One aspect of the present disclosure provides an interactable video playback method. The method includes: obtaining an interactable video sequence including a plurality of interactable data regions and a plurality of non-interactable data regions, where each interactable data region stores video data and non-video data associated with interaction, and each non-interactable data region stores a two-dimensional (2D) video clip; playing the interactable video sequence; detecting a join request from a user; and in response to the join request occurring when playing one of the plurality of interactable data regions, allowing an avatar of the user to interact with an object in a scene corresponding to the interactable data region being played.
Another aspect of the present disclosure includes an interactable video player. The interactable video player includes: a display screen for displaying a video sequence; a memory storing program instructions; and a processor coupled with the memory and configured to execute the program instructions to: obtain an interactable video sequence including a plurality of interactable data regions and a plurality of non-interactable data regions, wherein each interactable data region stores video data and non-video data associated with interaction, and each non-interactable data region stores a two-dimensional (2D) video clip; play the interactable video sequence; detect a join request from a user; and in response to the join request occurring when playing one of the plurality of interactable data regions, allow an avatar of the user to interact with an object in a scene corresponding to the interactable data region being played.
Other aspects of the present disclosure can be understood by those skilled in the art in light of the description, the claims, and the drawings of the present disclosure.
The following drawings are merely examples for illustrative purposes according to various disclosed embodiments and are not intended to limit the scope of the present disclosure.
Reference will now be made in detail to exemplary embodiments of the invention, which are illustrated in the accompanying drawings. Hereinafter, embodiments consistent with the disclosure will be described with reference to the drawings. Wherever possible, the same reference numbers will be used throughout the drawings to refer to the same or like parts. It is apparent that the described embodiments are some but not all of the embodiments of the present invention. Based on the disclosed embodiments, persons of ordinary skill in the art may derive other embodiments consistent with the present disclosure, all of which are within the scope of the present invention.

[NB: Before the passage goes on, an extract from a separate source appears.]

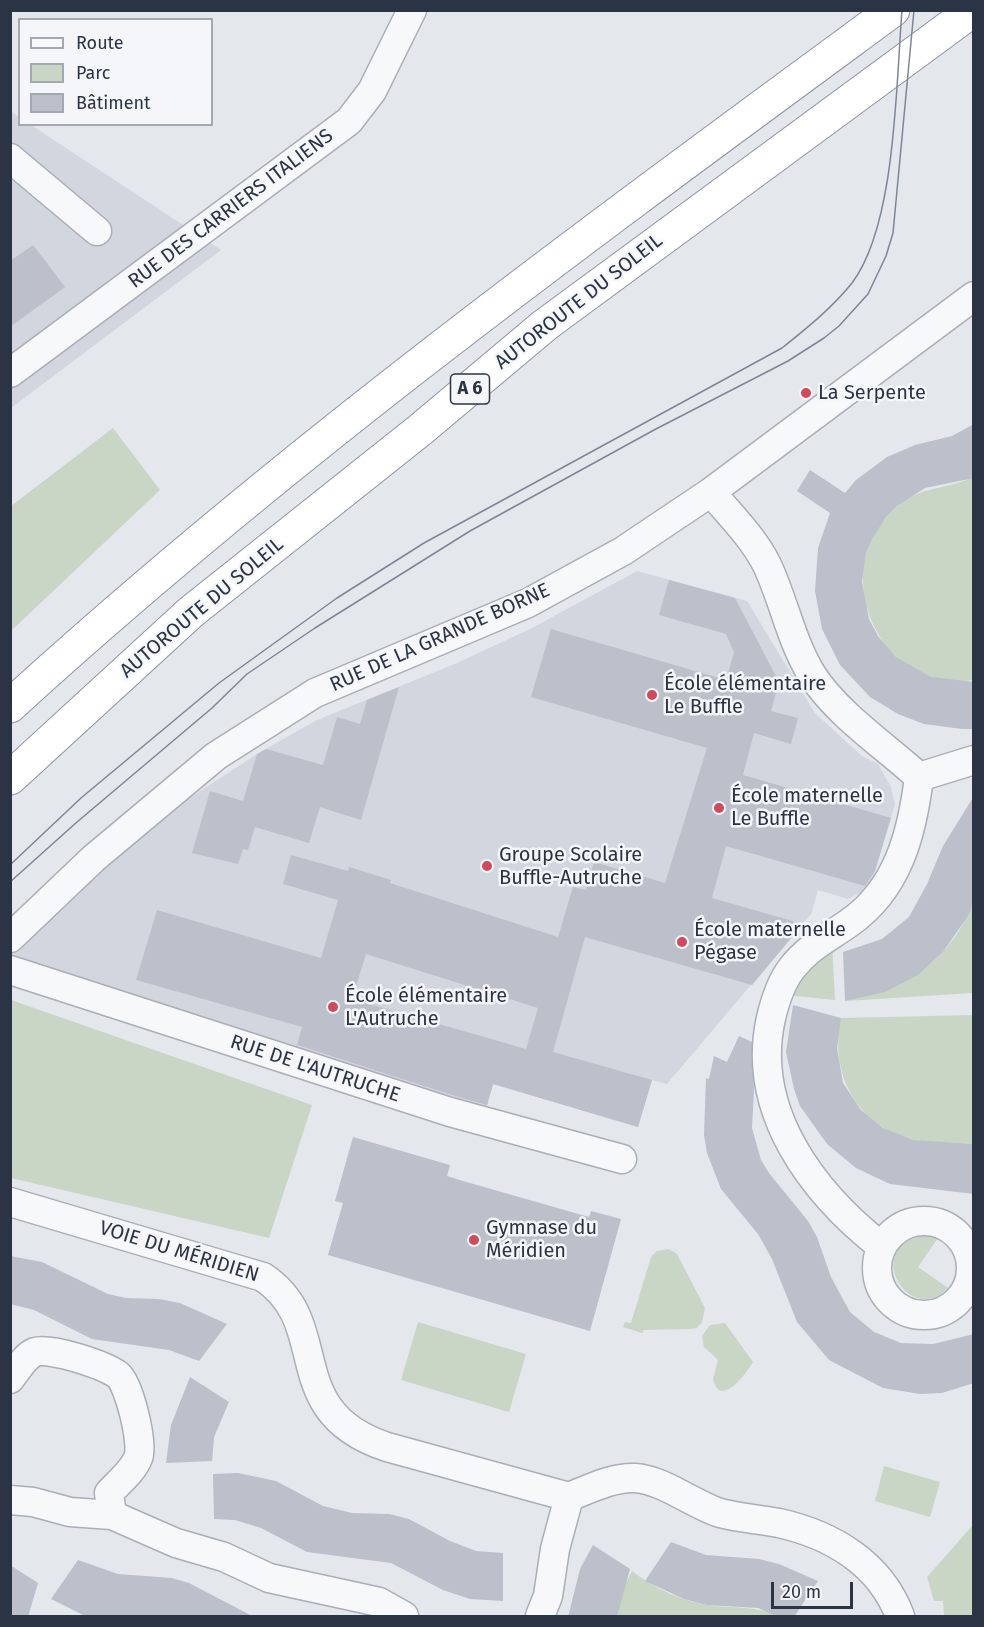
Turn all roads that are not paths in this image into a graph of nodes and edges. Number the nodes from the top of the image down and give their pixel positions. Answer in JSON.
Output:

With the rapid growth of augmented reality (AR)/virtual reality (VR) and Metaverse, new user demands and applications will impact the TV and mobile video industry, as a user will have his/her own avatar and want to see himself/herself (using his/her avatar) to explore the virtual world. An interactable video playback experience makes a story in a 2D video format become an interactable media format that the user can engage and enter into the 3D story world to explore any time. The user can also interact with a story character with conversations and may even change the ending of the story.
In the specification, the term “interactive” and the term “interactable” are used interchangeably. Either term refers to a video playback method or a video player with which a user can interact and at the same time, an interactive/interactable video is compatible with any existing non-interactable video form-factor and can be played by a non-interactable video player. In addition, an interactable video sequence or an interactable video sequence file will be used interchangeably in the specification to refer to the interactable video in an interactable video form-factor. The interactable video sequence can be stored in a memory device or can be streamed from a video streaming server or another video player over a communication network. An interactive video, as disclosed herein, can be referred to as an IDEO. The interactive video can be processed and played by an IDEO player.
The interactable video form-factor described in the disclosure has the following beneficial effects.
A multi-ending story is not required. The interactable video sequence can be a single-pass single-ending story, which does not require the user to choose among multiple options periodically.
The user is allowed to enter (with the avatar) the story, which means pausing a playing 2D video, entering a 3D scene, and starting exploration and interacting with objects in the 3D scene (e.g., talking to a character, physically interacting with an object like kicking a ball, and so on) and the user is allowed to leave the 3D scene and return to the 2D video story anytime the user wants.
An interactable video sequence creator is allowed to customize the experience by simple interactions (e.g., replacing a character with the user himself/herself, changing a dialogue of a character with the user's own voice and own words) without entering the 3D scene or 3D virtual world.
The interactable video sequence creator is allowed to specify a game with gaming rules (e.g., gaming data), so that after the user enters a 3D scene, the user can achieve a goal pre-assigned following the gaming rules and interaction formulas. For example, the user can customize a character in the 3D scene to support the traditional family game of “Who is telling the truth” and let other users play together.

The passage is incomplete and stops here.